* Task details: Given the entries below, please return each one exactly.

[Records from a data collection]
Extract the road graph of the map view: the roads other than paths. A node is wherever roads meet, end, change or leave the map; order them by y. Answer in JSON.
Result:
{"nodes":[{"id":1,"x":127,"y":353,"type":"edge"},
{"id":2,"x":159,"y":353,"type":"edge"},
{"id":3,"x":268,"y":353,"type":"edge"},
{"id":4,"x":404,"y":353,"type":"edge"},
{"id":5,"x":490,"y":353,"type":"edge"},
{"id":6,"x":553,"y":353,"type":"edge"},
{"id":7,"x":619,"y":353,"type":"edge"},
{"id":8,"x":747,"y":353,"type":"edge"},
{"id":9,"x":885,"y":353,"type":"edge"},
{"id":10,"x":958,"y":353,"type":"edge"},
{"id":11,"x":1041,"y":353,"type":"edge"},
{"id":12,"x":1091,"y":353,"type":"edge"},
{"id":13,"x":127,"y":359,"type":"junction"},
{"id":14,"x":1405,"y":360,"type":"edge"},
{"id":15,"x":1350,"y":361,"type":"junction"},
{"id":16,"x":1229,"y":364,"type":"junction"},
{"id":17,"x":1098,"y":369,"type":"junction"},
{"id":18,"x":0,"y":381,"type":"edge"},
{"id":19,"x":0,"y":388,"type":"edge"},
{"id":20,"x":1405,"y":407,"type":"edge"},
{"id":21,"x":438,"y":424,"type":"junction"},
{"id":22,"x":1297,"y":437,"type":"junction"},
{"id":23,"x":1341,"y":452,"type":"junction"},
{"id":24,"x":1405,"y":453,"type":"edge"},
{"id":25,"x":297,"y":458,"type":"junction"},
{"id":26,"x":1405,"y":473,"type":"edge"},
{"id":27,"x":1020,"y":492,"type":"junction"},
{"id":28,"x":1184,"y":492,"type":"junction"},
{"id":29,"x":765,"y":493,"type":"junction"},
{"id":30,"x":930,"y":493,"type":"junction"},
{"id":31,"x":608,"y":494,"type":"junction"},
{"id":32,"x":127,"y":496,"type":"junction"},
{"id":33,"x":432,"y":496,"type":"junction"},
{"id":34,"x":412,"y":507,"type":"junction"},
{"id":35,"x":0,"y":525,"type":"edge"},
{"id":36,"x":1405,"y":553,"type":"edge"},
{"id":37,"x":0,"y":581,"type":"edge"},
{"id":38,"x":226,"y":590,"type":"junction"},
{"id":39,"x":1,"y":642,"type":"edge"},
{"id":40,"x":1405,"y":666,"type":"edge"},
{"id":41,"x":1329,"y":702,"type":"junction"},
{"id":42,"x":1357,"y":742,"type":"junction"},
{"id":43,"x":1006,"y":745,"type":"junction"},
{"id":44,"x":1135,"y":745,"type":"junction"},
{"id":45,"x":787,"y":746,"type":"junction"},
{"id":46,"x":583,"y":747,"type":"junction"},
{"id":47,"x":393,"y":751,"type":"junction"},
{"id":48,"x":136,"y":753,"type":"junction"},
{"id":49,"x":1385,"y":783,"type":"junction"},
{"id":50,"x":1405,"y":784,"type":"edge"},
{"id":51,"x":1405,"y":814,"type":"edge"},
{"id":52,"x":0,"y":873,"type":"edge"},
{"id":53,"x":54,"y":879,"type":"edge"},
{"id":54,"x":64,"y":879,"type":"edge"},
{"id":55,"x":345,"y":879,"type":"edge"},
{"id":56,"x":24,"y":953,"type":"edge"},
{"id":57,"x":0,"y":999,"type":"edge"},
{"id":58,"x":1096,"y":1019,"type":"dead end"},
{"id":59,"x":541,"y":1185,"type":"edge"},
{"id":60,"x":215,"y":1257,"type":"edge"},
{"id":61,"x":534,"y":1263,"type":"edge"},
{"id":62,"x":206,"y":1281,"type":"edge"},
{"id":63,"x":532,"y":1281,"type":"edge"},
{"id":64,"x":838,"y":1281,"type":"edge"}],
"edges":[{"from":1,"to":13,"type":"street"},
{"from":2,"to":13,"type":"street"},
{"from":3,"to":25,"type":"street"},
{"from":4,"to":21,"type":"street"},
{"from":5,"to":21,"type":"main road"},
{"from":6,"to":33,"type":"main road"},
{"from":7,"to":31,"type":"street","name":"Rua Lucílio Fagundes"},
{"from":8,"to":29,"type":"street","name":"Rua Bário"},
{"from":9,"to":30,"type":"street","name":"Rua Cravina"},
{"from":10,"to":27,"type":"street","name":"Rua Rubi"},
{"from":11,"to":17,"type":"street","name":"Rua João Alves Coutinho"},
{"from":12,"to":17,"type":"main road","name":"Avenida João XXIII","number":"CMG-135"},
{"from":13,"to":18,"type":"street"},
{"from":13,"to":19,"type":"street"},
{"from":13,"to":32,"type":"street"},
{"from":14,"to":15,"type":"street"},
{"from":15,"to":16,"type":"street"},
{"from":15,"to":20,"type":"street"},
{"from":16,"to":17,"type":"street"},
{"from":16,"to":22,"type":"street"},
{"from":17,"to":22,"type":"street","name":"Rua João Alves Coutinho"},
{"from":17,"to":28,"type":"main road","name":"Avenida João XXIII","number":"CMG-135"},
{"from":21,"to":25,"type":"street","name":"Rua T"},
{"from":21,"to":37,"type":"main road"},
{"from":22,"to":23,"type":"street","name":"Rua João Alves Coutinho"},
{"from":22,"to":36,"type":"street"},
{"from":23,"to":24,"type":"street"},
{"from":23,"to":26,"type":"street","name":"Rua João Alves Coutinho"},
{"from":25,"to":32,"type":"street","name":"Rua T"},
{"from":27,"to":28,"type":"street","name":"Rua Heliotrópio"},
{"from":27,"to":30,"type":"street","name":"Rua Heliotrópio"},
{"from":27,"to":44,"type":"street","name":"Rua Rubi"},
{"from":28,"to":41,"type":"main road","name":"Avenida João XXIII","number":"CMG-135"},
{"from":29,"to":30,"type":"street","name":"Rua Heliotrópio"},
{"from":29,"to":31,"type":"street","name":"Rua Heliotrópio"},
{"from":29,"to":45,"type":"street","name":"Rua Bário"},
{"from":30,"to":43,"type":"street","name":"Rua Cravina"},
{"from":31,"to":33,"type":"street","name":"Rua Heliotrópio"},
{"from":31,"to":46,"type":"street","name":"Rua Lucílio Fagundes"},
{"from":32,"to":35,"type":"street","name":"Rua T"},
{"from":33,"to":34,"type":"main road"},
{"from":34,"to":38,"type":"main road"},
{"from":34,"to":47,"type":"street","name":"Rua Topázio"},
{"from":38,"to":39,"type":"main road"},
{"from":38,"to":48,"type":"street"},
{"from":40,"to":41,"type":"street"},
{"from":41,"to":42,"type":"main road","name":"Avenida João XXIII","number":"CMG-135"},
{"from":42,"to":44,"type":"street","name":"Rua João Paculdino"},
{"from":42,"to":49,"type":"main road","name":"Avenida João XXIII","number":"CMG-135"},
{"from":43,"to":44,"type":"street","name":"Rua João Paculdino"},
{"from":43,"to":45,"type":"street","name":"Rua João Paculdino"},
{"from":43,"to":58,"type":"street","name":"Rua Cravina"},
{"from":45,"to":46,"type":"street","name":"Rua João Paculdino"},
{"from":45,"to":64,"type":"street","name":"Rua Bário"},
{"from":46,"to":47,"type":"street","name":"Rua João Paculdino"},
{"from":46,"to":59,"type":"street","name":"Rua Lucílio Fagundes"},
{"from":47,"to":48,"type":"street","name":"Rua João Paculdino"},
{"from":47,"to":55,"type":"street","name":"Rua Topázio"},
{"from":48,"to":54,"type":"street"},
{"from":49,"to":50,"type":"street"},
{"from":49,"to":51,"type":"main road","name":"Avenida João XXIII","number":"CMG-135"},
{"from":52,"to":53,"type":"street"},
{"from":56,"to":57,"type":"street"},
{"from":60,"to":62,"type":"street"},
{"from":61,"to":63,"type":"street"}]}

* Exercise solution:
Extract the road graph of the map view: the roads other than paths. A node is wherever roads meet, end, change or leave the map; order them by y. Answer in JSON.
Result:
{"nodes":[{"id":1,"x":127,"y":353,"type":"edge"},
{"id":2,"x":159,"y":353,"type":"edge"},
{"id":3,"x":268,"y":353,"type":"edge"},
{"id":4,"x":404,"y":353,"type":"edge"},
{"id":5,"x":490,"y":353,"type":"edge"},
{"id":6,"x":553,"y":353,"type":"edge"},
{"id":7,"x":619,"y":353,"type":"edge"},
{"id":8,"x":747,"y":353,"type":"edge"},
{"id":9,"x":885,"y":353,"type":"edge"},
{"id":10,"x":958,"y":353,"type":"edge"},
{"id":11,"x":1041,"y":353,"type":"edge"},
{"id":12,"x":1091,"y":353,"type":"edge"},
{"id":13,"x":127,"y":359,"type":"junction"},
{"id":14,"x":1405,"y":360,"type":"edge"},
{"id":15,"x":1350,"y":361,"type":"junction"},
{"id":16,"x":1229,"y":364,"type":"junction"},
{"id":17,"x":1098,"y":369,"type":"junction"},
{"id":18,"x":0,"y":381,"type":"edge"},
{"id":19,"x":0,"y":388,"type":"edge"},
{"id":20,"x":1405,"y":407,"type":"edge"},
{"id":21,"x":438,"y":424,"type":"junction"},
{"id":22,"x":1297,"y":437,"type":"junction"},
{"id":23,"x":1341,"y":452,"type":"junction"},
{"id":24,"x":1405,"y":453,"type":"edge"},
{"id":25,"x":297,"y":458,"type":"junction"},
{"id":26,"x":1405,"y":473,"type":"edge"},
{"id":27,"x":1020,"y":492,"type":"junction"},
{"id":28,"x":1184,"y":492,"type":"junction"},
{"id":29,"x":765,"y":493,"type":"junction"},
{"id":30,"x":930,"y":493,"type":"junction"},
{"id":31,"x":608,"y":494,"type":"junction"},
{"id":32,"x":127,"y":496,"type":"junction"},
{"id":33,"x":432,"y":496,"type":"junction"},
{"id":34,"x":412,"y":507,"type":"junction"},
{"id":35,"x":0,"y":525,"type":"edge"},
{"id":36,"x":1405,"y":553,"type":"edge"},
{"id":37,"x":0,"y":581,"type":"edge"},
{"id":38,"x":226,"y":590,"type":"junction"},
{"id":39,"x":1,"y":642,"type":"edge"},
{"id":40,"x":1405,"y":666,"type":"edge"},
{"id":41,"x":1329,"y":702,"type":"junction"},
{"id":42,"x":1357,"y":742,"type":"junction"},
{"id":43,"x":1006,"y":745,"type":"junction"},
{"id":44,"x":1135,"y":745,"type":"junction"},
{"id":45,"x":787,"y":746,"type":"junction"},
{"id":46,"x":583,"y":747,"type":"junction"},
{"id":47,"x":393,"y":751,"type":"junction"},
{"id":48,"x":136,"y":753,"type":"junction"},
{"id":49,"x":1385,"y":783,"type":"junction"},
{"id":50,"x":1405,"y":784,"type":"edge"},
{"id":51,"x":1405,"y":814,"type":"edge"},
{"id":52,"x":0,"y":873,"type":"edge"},
{"id":53,"x":54,"y":879,"type":"edge"},
{"id":54,"x":64,"y":879,"type":"edge"},
{"id":55,"x":345,"y":879,"type":"edge"},
{"id":56,"x":24,"y":953,"type":"edge"},
{"id":57,"x":0,"y":999,"type":"edge"},
{"id":58,"x":1096,"y":1019,"type":"dead end"},
{"id":59,"x":541,"y":1185,"type":"edge"},
{"id":60,"x":215,"y":1257,"type":"edge"},
{"id":61,"x":534,"y":1263,"type":"edge"},
{"id":62,"x":206,"y":1281,"type":"edge"},
{"id":63,"x":532,"y":1281,"type":"edge"},
{"id":64,"x":838,"y":1281,"type":"edge"}],
"edges":[{"from":1,"to":13,"type":"street"},
{"from":2,"to":13,"type":"street"},
{"from":3,"to":25,"type":"street"},
{"from":4,"to":21,"type":"street"},
{"from":5,"to":21,"type":"main road"},
{"from":6,"to":33,"type":"main road"},
{"from":7,"to":31,"type":"street","name":"Rua Lucílio Fagundes"},
{"from":8,"to":29,"type":"street","name":"Rua Bário"},
{"from":9,"to":30,"type":"street","name":"Rua Cravina"},
{"from":10,"to":27,"type":"street","name":"Rua Rubi"},
{"from":11,"to":17,"type":"street","name":"Rua João Alves Coutinho"},
{"from":12,"to":17,"type":"main road","name":"Avenida João XXIII","number":"CMG-135"},
{"from":13,"to":18,"type":"street"},
{"from":13,"to":19,"type":"street"},
{"from":13,"to":32,"type":"street"},
{"from":14,"to":15,"type":"street"},
{"from":15,"to":16,"type":"street"},
{"from":15,"to":20,"type":"street"},
{"from":16,"to":17,"type":"street"},
{"from":16,"to":22,"type":"street"},
{"from":17,"to":22,"type":"street","name":"Rua João Alves Coutinho"},
{"from":17,"to":28,"type":"main road","name":"Avenida João XXIII","number":"CMG-135"},
{"from":21,"to":25,"type":"street","name":"Rua T"},
{"from":21,"to":37,"type":"main road"},
{"from":22,"to":23,"type":"street","name":"Rua João Alves Coutinho"},
{"from":22,"to":36,"type":"street"},
{"from":23,"to":24,"type":"street"},
{"from":23,"to":26,"type":"street","name":"Rua João Alves Coutinho"},
{"from":25,"to":32,"type":"street","name":"Rua T"},
{"from":27,"to":28,"type":"street","name":"Rua Heliotrópio"},
{"from":27,"to":30,"type":"street","name":"Rua Heliotrópio"},
{"from":27,"to":44,"type":"street","name":"Rua Rubi"},
{"from":28,"to":41,"type":"main road","name":"Avenida João XXIII","number":"CMG-135"},
{"from":29,"to":30,"type":"street","name":"Rua Heliotrópio"},
{"from":29,"to":31,"type":"street","name":"Rua Heliotrópio"},
{"from":29,"to":45,"type":"street","name":"Rua Bário"},
{"from":30,"to":43,"type":"street","name":"Rua Cravina"},
{"from":31,"to":33,"type":"street","name":"Rua Heliotrópio"},
{"from":31,"to":46,"type":"street","name":"Rua Lucílio Fagundes"},
{"from":32,"to":35,"type":"street","name":"Rua T"},
{"from":33,"to":34,"type":"main road"},
{"from":34,"to":38,"type":"main road"},
{"from":34,"to":47,"type":"street","name":"Rua Topázio"},
{"from":38,"to":39,"type":"main road"},
{"from":38,"to":48,"type":"street"},
{"from":40,"to":41,"type":"street"},
{"from":41,"to":42,"type":"main road","name":"Avenida João XXIII","number":"CMG-135"},
{"from":42,"to":44,"type":"street","name":"Rua João Paculdino"},
{"from":42,"to":49,"type":"main road","name":"Avenida João XXIII","number":"CMG-135"},
{"from":43,"to":44,"type":"street","name":"Rua João Paculdino"},
{"from":43,"to":45,"type":"street","name":"Rua João Paculdino"},
{"from":43,"to":58,"type":"street","name":"Rua Cravina"},
{"from":45,"to":46,"type":"street","name":"Rua João Paculdino"},
{"from":45,"to":64,"type":"street","name":"Rua Bário"},
{"from":46,"to":47,"type":"street","name":"Rua João Paculdino"},
{"from":46,"to":59,"type":"street","name":"Rua Lucílio Fagundes"},
{"from":47,"to":48,"type":"street","name":"Rua João Paculdino"},
{"from":47,"to":55,"type":"street","name":"Rua Topázio"},
{"from":48,"to":54,"type":"street"},
{"from":49,"to":50,"type":"street"},
{"from":49,"to":51,"type":"main road","name":"Avenida João XXIII","number":"CMG-135"},
{"from":52,"to":53,"type":"street"},
{"from":56,"to":57,"type":"street"},
{"from":60,"to":62,"type":"street"},
{"from":61,"to":63,"type":"street"}]}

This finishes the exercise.